If an alleged accomplice of the defendant testifies against the defendant in a case in which the defendant is charged with complicity in the commission of or an attempt to commit an offense, an attempt to commit an offense, or an offense, the court, when it charges the jury, shall state substantially the following:

"The testimony of an accomplice does not become inadmissible because of his complicity, moral turpitude, or self-interest, but the admitted or claimed complicity of a witness may affect his credibility and make his testimony subject to grave suspicion, and require that it be weighed with great caution.

It is for you, as jurors, in the light of all the facts presented to you form the witness stand, to evaluate such testimony and to determine its quality and worth or its lack of quality and worth."

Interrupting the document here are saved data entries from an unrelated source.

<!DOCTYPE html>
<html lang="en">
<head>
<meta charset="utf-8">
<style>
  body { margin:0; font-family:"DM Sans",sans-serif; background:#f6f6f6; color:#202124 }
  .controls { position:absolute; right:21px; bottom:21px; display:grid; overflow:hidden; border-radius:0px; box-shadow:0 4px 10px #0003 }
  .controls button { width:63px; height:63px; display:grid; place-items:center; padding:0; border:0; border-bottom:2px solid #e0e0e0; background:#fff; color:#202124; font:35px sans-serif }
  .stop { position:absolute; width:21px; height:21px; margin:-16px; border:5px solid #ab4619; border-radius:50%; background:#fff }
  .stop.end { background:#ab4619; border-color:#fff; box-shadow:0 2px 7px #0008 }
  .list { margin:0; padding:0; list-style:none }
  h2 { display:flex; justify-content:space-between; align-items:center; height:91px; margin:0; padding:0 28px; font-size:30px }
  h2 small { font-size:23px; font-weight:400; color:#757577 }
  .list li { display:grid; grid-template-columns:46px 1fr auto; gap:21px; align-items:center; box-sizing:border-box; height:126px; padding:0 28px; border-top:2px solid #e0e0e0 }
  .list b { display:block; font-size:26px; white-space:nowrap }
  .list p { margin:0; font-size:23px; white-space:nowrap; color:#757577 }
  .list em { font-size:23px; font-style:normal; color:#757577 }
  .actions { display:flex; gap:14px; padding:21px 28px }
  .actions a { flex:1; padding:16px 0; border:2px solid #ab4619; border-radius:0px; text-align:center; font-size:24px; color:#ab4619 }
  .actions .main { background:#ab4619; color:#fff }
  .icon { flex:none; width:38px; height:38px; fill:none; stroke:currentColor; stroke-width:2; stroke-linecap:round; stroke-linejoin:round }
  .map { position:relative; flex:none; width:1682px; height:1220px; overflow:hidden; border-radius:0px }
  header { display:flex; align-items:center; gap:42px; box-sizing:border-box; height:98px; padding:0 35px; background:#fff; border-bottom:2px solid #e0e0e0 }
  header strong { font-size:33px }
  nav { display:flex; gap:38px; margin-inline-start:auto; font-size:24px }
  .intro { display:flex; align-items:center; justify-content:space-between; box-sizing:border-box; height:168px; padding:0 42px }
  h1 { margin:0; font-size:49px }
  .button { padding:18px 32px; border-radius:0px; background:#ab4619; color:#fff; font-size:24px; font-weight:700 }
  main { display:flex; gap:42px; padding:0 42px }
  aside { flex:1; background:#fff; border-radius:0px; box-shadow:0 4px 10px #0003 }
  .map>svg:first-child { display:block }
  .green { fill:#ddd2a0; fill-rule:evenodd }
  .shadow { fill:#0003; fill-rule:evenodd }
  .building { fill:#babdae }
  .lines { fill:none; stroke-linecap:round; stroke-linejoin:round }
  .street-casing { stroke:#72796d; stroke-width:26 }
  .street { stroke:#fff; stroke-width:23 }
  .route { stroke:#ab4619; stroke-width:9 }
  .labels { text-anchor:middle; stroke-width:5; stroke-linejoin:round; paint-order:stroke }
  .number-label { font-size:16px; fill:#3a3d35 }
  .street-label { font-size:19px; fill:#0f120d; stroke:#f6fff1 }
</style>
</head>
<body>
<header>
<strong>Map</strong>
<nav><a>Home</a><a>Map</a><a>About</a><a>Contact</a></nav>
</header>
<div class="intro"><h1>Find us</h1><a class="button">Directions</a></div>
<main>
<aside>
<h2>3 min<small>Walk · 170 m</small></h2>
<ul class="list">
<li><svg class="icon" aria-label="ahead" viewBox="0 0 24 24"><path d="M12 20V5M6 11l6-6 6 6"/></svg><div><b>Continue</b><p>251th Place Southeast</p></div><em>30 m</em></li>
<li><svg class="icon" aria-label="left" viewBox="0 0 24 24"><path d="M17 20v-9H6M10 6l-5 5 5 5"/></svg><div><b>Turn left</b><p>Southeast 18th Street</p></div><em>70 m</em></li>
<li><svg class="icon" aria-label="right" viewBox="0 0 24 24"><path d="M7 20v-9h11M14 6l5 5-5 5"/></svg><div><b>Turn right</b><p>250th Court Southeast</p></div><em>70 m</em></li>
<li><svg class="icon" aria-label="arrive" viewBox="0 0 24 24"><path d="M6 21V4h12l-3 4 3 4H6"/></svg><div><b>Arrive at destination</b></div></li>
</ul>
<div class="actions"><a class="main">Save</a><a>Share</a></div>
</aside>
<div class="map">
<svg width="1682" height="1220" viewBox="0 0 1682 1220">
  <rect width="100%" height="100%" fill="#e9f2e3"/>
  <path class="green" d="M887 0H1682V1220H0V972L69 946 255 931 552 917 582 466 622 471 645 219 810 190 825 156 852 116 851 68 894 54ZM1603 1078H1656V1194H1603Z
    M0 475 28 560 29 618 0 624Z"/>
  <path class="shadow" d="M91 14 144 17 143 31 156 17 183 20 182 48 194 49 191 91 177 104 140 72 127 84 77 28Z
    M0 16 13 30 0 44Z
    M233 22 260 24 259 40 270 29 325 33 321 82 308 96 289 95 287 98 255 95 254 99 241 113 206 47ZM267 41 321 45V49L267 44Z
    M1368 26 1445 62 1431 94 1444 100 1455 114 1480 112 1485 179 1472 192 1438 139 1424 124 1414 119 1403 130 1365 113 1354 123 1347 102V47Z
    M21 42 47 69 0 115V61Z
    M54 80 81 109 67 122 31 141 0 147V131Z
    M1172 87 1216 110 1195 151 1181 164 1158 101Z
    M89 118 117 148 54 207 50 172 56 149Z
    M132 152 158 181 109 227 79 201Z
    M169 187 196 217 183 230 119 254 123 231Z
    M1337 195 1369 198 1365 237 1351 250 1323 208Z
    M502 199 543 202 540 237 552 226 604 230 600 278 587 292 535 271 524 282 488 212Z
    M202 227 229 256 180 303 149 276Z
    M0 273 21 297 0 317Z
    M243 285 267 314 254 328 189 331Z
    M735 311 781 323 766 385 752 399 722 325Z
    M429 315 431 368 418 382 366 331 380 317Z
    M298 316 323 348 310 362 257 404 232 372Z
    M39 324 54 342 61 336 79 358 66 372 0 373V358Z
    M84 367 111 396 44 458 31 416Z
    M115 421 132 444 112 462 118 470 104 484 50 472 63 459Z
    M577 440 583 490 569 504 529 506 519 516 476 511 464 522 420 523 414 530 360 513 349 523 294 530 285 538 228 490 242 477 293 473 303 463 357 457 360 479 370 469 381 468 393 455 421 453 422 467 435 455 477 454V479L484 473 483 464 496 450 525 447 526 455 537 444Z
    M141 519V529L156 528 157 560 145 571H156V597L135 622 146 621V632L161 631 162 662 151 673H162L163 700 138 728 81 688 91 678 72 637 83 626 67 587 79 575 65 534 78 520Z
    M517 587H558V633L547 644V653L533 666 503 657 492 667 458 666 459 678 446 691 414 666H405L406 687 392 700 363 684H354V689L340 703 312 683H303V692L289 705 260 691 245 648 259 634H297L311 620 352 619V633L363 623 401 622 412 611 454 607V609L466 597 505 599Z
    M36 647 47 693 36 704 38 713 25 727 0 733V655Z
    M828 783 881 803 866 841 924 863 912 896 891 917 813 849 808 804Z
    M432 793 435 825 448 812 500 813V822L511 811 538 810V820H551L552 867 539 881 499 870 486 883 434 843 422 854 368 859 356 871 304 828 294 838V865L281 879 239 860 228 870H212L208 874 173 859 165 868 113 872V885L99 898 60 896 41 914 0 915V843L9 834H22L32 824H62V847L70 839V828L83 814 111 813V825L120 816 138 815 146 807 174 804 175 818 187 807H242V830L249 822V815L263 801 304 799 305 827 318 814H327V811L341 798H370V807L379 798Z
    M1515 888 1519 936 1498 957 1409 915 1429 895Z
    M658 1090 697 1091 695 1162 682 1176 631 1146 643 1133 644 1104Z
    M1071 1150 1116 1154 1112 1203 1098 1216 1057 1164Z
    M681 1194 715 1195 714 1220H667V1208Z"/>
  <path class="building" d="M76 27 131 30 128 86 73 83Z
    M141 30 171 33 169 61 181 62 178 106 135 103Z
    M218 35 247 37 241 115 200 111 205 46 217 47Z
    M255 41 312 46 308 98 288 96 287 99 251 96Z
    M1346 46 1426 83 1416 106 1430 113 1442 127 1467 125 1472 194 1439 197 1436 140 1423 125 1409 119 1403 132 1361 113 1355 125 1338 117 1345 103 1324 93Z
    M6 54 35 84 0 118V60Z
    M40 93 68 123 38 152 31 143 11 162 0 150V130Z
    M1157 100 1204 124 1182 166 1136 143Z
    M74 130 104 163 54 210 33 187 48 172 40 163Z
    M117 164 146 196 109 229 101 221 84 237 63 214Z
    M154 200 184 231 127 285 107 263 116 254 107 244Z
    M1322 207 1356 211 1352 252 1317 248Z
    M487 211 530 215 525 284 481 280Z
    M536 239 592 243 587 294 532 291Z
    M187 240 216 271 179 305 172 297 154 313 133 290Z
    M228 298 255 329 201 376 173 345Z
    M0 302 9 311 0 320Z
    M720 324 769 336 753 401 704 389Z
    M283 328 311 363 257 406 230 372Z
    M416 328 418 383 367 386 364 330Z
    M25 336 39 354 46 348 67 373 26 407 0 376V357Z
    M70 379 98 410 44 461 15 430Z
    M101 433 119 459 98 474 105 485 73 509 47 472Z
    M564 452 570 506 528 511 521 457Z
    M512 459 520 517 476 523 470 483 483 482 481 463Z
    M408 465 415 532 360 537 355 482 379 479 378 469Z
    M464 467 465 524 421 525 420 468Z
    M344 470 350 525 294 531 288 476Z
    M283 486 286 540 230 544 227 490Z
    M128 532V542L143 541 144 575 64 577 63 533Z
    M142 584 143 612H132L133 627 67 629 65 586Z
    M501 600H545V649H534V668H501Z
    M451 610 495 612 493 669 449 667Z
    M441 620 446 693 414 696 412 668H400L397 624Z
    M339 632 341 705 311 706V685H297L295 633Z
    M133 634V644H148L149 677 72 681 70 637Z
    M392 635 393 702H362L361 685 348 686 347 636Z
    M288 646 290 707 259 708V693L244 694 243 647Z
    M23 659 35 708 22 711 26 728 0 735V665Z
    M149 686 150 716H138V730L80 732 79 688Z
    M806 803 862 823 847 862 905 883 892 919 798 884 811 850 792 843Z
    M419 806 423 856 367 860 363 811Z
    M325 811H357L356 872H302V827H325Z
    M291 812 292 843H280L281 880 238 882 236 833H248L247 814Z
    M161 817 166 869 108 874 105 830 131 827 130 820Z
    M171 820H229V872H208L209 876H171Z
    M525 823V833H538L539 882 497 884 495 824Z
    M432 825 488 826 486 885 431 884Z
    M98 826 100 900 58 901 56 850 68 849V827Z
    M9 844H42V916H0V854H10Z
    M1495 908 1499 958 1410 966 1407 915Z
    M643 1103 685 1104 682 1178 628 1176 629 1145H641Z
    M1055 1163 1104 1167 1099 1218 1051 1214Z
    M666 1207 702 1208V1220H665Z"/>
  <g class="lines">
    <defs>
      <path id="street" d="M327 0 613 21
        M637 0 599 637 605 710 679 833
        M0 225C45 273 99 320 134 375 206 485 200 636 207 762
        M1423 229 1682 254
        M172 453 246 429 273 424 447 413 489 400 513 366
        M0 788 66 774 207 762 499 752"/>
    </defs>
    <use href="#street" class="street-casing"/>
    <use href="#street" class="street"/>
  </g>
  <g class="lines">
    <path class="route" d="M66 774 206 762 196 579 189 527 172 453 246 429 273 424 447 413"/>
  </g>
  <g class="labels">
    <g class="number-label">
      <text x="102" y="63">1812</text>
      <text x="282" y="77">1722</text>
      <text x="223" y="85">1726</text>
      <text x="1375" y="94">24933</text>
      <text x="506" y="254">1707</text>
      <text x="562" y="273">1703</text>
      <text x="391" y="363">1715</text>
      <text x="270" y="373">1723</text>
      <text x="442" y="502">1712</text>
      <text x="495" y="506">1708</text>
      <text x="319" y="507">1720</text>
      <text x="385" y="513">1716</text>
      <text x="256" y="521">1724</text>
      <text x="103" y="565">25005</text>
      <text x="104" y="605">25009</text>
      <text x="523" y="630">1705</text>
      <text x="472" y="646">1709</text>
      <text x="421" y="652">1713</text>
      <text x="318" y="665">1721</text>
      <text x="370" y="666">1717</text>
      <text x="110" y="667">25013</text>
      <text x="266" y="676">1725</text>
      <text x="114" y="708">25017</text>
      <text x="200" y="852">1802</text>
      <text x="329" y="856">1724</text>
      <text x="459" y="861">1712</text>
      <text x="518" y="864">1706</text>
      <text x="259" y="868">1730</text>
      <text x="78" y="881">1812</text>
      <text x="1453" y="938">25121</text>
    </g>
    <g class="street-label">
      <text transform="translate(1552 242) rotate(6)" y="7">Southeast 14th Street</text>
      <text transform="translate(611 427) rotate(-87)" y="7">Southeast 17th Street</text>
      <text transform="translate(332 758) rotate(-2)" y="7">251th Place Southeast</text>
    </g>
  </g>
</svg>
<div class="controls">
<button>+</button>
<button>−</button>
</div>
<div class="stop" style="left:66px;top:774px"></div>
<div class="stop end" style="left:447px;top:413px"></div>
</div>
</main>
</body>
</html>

We begin by noting the trial court's instruction on this issue followed, verbatim, the recommended alternative instruction on accomplice testimony set forth in 4 OJI 405.41. The trial court omitted the portion of R.C. 2923.03(D) which provides "[t]he testimony of an accomplice does not become inadmissible because of his complicity, moral turpitude, or self-interest." However, the trial court did instruct the jury that it should view Pointer's testimony with grave suspicion, and weigh it with great caution. Although the better practice would be to give the entire instruction as set forth in the statute, we do not find error, let alone plain error, in the trial court's omission of the language regarding an accomplice's complicity, moral turpitude, or self-interest. As the Second District Court of Appeals stated inState v. McCoy (Feb. 2, 1994), Clark App. No. 3033, unreported:

The essence of the . . . admonition [of R.C. 2923.03(D)] is that in determining credibility, the jury should view accomplice testimony with great caution because of the motive for falsification which may be present in such testimony. While it is evident that the trial court did not recite the specific admonition of R.C. 2923.02(D) [sic], reviewing the court's charge in its entirety we conclude that the essence of the admonition contained in R.C. 2923.02(D) [sic] was substantially concluded in the court's instruction.

After examining the record in the case sub judice, we cannot conclude that but for the failure of the trial court to strictly comply with the jury instruction regarding the evaluation of accomplice testimony, the outcome of this trial would have been otherwise.

The third assignment of error is overruled.

The judgment of Richland County Court of Common Pleas is affirmed.

By: Hoffman, P.J., Reader, J. and Wise, J. concur

JUDGMENT ENTRY CASE NO. 96-CA-104

For the reasons stated in our accompanying Memorandum-Opinion, the judgment of the Richland County Court of Common Pleas is affirmed. Costs assessed to appellant.